*** Data provided Section Begins ***

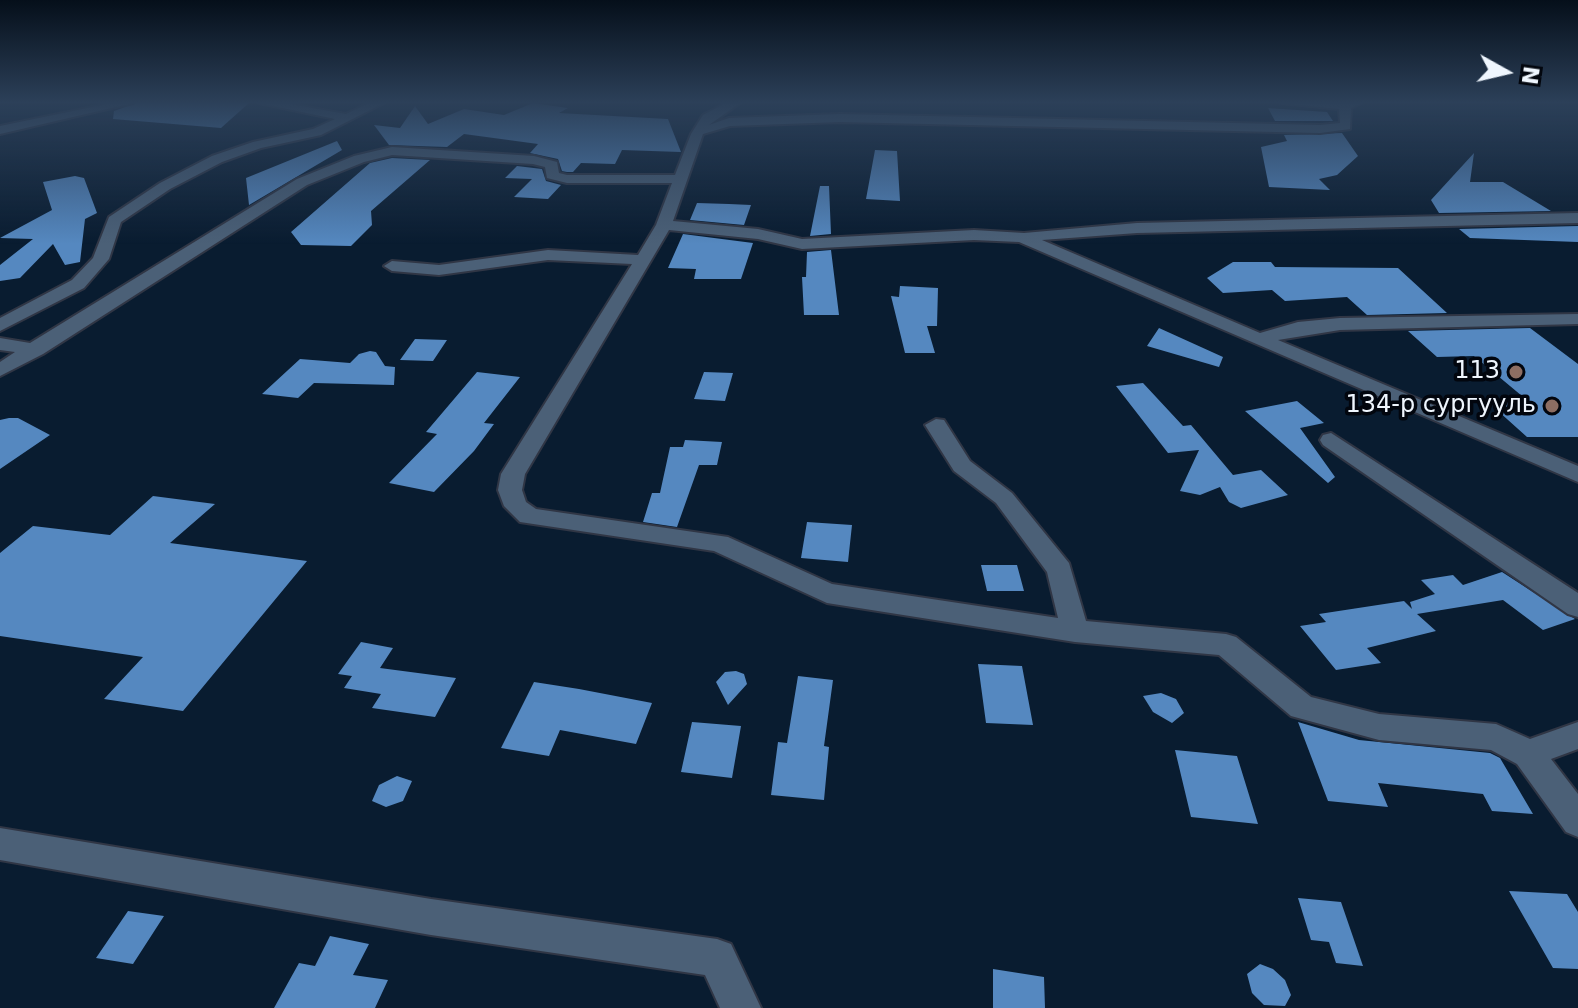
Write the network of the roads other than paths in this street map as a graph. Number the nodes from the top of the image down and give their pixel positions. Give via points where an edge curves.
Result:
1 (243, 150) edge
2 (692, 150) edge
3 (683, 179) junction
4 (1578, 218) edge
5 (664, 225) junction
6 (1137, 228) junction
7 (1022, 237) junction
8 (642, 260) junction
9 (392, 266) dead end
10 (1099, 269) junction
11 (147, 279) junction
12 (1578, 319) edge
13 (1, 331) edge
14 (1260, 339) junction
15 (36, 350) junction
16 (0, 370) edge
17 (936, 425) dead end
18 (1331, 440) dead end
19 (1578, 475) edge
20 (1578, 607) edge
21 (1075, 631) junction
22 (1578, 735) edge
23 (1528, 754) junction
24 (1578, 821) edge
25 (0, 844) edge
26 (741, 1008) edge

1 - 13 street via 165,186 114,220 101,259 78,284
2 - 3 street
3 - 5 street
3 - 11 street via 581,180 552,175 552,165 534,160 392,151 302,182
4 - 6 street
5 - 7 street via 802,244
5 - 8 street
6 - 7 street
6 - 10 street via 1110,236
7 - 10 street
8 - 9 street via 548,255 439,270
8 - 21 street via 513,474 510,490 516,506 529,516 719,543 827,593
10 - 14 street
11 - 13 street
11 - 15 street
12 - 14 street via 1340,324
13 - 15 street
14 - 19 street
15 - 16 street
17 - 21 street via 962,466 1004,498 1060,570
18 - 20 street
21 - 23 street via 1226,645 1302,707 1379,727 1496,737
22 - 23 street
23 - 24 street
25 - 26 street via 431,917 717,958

*** Data provided Section Ends ***

Copy each entry exactly as written, and drop the pictures from the copy.

Write the network of the roads other than paths in this street map as a graph. Number the nodes from the top of the image down and give their pixel positions. Give via points where an edge curves.
Result:
1 (243, 150) edge
2 (692, 150) edge
3 (683, 179) junction
4 (1578, 218) edge
5 (664, 225) junction
6 (1137, 228) junction
7 (1022, 237) junction
8 (642, 260) junction
9 (392, 266) dead end
10 (1099, 269) junction
11 (147, 279) junction
12 (1578, 319) edge
13 (1, 331) edge
14 (1260, 339) junction
15 (36, 350) junction
16 (0, 370) edge
17 (936, 425) dead end
18 (1331, 440) dead end
19 (1578, 475) edge
20 (1578, 607) edge
21 (1075, 631) junction
22 (1578, 735) edge
23 (1528, 754) junction
24 (1578, 821) edge
25 (0, 844) edge
26 (741, 1008) edge

1 - 13 street via 165,186 114,220 101,259 78,284
2 - 3 street
3 - 5 street
3 - 11 street via 581,180 552,175 552,165 534,160 392,151 302,182
4 - 6 street
5 - 7 street via 802,244
5 - 8 street
6 - 7 street
6 - 10 street via 1110,236
7 - 10 street
8 - 9 street via 548,255 439,270
8 - 21 street via 513,474 510,490 516,506 529,516 719,543 827,593
10 - 14 street
11 - 13 street
11 - 15 street
12 - 14 street via 1340,324
13 - 15 street
14 - 19 street
15 - 16 street
17 - 21 street via 962,466 1004,498 1060,570
18 - 20 street
21 - 23 street via 1226,645 1302,707 1379,727 1496,737
22 - 23 street
23 - 24 street
25 - 26 street via 431,917 717,958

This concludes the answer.